BEGIN Data for this task

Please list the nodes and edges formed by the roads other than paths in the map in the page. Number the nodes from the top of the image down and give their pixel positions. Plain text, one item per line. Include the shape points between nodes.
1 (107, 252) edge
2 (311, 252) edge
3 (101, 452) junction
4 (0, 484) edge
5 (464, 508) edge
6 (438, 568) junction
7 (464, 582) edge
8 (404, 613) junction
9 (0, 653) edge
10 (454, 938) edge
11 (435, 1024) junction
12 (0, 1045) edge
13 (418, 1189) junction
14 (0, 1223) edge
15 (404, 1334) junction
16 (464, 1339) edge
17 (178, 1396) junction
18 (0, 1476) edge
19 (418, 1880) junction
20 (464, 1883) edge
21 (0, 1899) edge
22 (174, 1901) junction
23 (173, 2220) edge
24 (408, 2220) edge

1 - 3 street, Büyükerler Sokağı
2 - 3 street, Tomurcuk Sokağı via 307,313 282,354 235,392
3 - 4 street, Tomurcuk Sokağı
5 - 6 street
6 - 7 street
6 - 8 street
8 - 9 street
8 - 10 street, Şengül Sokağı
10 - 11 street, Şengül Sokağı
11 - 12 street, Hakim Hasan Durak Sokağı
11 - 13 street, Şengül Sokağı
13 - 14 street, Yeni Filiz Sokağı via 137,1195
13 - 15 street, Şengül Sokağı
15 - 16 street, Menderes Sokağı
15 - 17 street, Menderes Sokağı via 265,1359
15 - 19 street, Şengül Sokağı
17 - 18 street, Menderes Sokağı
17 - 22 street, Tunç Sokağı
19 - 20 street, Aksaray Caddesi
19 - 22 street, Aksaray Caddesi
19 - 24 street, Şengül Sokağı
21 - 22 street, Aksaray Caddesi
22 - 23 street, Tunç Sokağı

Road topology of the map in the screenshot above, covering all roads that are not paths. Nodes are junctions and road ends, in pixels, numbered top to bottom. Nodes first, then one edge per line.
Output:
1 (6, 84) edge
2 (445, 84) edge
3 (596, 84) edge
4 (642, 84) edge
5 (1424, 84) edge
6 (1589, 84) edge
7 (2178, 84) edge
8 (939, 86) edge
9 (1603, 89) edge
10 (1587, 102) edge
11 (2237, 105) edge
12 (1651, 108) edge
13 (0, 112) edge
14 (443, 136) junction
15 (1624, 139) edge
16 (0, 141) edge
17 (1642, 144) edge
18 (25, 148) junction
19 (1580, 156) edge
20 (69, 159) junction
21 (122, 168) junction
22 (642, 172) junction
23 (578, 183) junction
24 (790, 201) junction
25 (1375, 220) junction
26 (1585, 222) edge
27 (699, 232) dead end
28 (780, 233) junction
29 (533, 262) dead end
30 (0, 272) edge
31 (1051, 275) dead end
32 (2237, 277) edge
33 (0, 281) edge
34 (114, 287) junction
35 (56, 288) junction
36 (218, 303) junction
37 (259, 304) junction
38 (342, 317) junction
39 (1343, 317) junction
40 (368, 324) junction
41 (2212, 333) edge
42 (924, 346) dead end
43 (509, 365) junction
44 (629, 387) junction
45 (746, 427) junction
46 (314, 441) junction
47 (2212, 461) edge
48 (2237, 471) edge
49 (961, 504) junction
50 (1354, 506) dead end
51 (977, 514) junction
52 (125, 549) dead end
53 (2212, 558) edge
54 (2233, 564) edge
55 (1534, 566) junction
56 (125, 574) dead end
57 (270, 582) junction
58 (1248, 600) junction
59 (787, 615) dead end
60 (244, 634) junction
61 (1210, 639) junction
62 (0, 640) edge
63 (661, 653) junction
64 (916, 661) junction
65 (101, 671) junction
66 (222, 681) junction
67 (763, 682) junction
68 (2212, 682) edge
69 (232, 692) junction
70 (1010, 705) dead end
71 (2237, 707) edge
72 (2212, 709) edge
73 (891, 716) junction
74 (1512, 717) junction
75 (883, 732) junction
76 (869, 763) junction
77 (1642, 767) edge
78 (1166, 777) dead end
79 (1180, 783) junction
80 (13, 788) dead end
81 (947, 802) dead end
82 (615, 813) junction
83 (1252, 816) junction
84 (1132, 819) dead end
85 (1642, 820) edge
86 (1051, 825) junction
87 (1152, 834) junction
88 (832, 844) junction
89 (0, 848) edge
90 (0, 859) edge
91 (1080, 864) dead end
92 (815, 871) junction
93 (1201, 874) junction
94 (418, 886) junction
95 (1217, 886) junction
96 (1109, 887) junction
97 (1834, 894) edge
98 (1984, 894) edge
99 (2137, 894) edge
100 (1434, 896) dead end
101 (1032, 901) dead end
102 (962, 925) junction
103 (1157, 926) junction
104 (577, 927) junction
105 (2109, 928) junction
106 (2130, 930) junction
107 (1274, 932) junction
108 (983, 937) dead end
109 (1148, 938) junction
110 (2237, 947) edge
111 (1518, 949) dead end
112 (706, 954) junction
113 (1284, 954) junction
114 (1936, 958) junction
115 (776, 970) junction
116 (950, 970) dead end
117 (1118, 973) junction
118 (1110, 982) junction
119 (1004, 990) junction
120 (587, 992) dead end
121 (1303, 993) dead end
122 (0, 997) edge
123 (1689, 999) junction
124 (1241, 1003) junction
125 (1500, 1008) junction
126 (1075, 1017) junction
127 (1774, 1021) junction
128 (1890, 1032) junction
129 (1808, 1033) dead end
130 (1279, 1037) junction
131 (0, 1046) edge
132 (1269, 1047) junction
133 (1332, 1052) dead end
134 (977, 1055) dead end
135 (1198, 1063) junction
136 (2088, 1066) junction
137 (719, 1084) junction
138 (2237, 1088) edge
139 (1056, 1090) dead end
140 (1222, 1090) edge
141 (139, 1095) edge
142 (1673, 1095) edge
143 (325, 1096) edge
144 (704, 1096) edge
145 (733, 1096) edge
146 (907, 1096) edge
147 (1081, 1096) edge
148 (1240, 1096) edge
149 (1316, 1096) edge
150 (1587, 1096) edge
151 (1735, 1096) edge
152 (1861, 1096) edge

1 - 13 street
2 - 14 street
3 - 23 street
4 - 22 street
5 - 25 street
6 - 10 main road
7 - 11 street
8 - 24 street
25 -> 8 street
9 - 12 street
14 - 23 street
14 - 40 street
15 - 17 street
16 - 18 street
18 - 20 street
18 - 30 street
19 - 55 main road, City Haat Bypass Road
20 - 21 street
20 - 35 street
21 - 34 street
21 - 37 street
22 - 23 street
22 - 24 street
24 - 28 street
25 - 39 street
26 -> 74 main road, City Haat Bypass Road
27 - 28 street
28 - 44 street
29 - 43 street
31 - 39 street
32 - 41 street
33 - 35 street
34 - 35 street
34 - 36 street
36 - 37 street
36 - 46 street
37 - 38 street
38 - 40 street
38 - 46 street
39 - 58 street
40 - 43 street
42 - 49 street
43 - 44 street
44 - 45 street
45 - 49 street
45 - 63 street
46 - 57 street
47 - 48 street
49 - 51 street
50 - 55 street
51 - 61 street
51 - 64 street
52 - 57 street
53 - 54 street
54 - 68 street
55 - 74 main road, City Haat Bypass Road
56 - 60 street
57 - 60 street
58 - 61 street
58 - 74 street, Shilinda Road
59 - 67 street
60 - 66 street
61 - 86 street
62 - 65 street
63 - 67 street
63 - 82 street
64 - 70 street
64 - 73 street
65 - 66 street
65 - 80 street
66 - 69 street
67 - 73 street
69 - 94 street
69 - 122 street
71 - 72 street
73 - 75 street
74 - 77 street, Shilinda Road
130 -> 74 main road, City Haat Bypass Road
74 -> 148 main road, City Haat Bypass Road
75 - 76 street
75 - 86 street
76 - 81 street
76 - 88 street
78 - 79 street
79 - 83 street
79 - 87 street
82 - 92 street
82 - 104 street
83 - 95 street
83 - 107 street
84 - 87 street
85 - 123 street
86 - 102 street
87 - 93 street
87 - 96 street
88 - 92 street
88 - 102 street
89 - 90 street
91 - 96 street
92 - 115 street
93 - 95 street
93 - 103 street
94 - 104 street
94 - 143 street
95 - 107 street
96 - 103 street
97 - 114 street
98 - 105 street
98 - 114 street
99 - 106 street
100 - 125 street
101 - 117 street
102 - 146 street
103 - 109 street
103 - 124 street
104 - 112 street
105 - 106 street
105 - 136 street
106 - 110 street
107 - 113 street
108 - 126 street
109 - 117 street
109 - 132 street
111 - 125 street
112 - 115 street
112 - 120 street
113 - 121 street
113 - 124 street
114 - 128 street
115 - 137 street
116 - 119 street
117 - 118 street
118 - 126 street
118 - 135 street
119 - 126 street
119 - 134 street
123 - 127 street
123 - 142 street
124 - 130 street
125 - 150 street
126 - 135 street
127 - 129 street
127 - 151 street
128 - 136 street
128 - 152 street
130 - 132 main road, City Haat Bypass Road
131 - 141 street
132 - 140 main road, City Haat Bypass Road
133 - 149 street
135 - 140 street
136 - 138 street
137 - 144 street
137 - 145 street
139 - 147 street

END Data for this task

Assignment - Which lines of the entries above contain the word "main"? Copy each of them.

Written answer -
6 - 10 main road
19 - 55 main road, City Haat Bypass Road
26 -> 74 main road, City Haat Bypass Road
55 - 74 main road, City Haat Bypass Road
130 -> 74 main road, City Haat Bypass Road
74 -> 148 main road, City Haat Bypass Road
130 - 132 main road, City Haat Bypass Road
132 - 140 main road, City Haat Bypass Road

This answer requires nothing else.